Your instructions: Search the records for lines with the word "HOSS" and copy each match.

Material shown:
= Beginning of Section =

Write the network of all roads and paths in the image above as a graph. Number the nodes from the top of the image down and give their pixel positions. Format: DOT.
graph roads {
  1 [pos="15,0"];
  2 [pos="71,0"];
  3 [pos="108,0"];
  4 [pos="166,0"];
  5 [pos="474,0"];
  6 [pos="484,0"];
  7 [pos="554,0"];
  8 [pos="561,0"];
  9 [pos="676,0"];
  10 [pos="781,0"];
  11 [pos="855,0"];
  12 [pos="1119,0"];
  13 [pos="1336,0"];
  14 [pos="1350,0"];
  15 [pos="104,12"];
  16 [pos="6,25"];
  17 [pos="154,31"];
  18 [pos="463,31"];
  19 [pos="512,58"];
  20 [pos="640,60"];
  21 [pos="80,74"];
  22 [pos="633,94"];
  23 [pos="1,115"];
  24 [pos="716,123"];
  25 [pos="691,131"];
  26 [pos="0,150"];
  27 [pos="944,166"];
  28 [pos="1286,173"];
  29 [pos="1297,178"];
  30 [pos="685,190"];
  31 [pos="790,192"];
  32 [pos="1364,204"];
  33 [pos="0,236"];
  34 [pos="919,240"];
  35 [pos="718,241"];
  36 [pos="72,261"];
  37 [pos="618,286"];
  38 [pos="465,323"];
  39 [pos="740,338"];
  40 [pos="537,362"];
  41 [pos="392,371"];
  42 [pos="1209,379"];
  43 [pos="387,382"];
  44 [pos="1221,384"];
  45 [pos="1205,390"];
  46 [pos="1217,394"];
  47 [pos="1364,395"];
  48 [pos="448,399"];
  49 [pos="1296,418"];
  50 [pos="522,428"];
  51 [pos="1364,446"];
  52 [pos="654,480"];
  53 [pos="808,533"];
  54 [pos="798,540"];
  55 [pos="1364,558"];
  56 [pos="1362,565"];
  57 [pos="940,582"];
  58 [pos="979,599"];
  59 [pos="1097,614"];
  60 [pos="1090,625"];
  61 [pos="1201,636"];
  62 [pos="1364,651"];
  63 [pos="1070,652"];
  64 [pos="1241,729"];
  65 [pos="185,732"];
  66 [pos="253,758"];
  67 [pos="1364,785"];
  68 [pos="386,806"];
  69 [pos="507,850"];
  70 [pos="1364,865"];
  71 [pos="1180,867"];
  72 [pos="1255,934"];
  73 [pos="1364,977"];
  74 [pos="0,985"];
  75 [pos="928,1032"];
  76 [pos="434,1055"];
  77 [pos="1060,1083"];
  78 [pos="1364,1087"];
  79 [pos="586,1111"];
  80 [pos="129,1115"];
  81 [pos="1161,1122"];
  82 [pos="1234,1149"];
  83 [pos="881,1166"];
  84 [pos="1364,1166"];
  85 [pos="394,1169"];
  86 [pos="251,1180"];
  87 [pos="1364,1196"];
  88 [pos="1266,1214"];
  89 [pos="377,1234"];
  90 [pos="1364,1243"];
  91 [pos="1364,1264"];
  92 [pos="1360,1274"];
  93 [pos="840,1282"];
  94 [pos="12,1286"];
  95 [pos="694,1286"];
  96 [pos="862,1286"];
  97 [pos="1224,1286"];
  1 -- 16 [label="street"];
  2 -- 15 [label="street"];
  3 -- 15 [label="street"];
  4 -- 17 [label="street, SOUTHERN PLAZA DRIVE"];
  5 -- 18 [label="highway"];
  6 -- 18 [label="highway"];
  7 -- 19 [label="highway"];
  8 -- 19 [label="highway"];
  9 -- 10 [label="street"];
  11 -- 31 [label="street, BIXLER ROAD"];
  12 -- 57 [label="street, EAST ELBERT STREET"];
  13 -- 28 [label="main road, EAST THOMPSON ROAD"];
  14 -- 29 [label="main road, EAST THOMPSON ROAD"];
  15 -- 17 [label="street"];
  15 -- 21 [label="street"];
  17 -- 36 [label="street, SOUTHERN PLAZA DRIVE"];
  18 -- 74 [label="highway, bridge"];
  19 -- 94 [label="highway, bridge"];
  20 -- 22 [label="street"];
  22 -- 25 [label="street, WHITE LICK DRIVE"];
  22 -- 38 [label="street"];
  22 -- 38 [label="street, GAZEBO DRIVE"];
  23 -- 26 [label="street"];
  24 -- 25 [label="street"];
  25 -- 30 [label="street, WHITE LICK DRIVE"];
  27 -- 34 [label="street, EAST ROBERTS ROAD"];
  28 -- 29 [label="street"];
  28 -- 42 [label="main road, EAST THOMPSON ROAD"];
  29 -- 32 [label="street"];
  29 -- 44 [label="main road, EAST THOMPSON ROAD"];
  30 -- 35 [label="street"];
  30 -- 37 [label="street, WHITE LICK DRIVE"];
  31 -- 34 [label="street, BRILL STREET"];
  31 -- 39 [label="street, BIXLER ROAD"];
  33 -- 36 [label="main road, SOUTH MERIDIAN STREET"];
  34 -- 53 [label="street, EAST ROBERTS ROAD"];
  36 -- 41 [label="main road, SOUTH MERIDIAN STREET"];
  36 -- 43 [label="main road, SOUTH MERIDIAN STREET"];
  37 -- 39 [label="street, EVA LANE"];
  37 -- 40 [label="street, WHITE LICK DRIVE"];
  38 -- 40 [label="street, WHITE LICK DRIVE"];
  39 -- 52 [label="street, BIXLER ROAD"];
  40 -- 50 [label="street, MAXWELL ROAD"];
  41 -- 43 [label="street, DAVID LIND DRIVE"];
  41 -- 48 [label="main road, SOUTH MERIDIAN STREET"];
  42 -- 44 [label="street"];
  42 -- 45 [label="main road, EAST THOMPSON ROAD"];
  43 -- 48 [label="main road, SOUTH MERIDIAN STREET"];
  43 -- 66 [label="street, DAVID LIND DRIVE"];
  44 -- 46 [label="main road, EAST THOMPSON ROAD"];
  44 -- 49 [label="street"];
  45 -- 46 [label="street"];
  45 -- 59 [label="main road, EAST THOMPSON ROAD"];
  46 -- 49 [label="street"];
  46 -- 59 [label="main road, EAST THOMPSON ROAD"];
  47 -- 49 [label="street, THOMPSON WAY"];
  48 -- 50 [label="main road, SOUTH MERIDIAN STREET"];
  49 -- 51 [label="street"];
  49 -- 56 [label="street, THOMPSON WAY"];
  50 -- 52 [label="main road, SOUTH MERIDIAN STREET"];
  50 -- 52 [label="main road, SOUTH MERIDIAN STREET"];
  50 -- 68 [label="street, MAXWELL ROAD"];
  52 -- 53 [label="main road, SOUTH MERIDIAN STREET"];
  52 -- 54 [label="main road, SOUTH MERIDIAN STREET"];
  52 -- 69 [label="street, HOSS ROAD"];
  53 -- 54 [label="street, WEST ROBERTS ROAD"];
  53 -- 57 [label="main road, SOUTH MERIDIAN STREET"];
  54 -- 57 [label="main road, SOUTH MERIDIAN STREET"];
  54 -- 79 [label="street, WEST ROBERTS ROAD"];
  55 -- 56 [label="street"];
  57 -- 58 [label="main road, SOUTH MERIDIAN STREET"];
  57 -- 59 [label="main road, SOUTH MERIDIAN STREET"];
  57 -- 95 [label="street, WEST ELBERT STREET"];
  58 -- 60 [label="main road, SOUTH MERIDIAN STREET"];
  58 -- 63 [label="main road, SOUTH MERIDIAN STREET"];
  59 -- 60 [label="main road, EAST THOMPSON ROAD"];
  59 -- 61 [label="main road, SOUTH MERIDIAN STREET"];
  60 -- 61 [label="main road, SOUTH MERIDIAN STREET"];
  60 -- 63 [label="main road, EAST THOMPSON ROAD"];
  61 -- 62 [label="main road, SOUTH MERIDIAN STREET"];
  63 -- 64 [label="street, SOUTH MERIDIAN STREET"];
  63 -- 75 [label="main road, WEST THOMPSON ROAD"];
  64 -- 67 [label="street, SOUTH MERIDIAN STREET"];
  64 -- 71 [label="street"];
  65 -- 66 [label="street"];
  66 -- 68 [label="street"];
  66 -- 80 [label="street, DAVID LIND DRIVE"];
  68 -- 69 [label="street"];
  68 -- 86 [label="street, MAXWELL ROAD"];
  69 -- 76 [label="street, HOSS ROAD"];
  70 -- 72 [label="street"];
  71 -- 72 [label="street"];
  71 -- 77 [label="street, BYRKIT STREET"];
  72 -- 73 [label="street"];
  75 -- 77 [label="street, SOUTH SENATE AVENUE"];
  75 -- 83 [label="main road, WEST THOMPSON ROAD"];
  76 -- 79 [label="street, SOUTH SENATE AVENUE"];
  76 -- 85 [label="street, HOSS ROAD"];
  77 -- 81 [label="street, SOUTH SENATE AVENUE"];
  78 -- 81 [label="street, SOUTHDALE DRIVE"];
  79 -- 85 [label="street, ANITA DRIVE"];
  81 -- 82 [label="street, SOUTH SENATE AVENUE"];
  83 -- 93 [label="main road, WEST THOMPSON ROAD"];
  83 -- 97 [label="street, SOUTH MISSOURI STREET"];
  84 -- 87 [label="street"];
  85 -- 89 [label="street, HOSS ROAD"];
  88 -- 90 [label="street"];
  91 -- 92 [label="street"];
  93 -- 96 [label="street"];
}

= End of Section =

Worked solution:
  52 -- 69 [label="street, HOSS ROAD"];
  69 -- 76 [label="street, HOSS ROAD"];
  76 -- 85 [label="street, HOSS ROAD"];
  85 -- 89 [label="street, HOSS ROAD"];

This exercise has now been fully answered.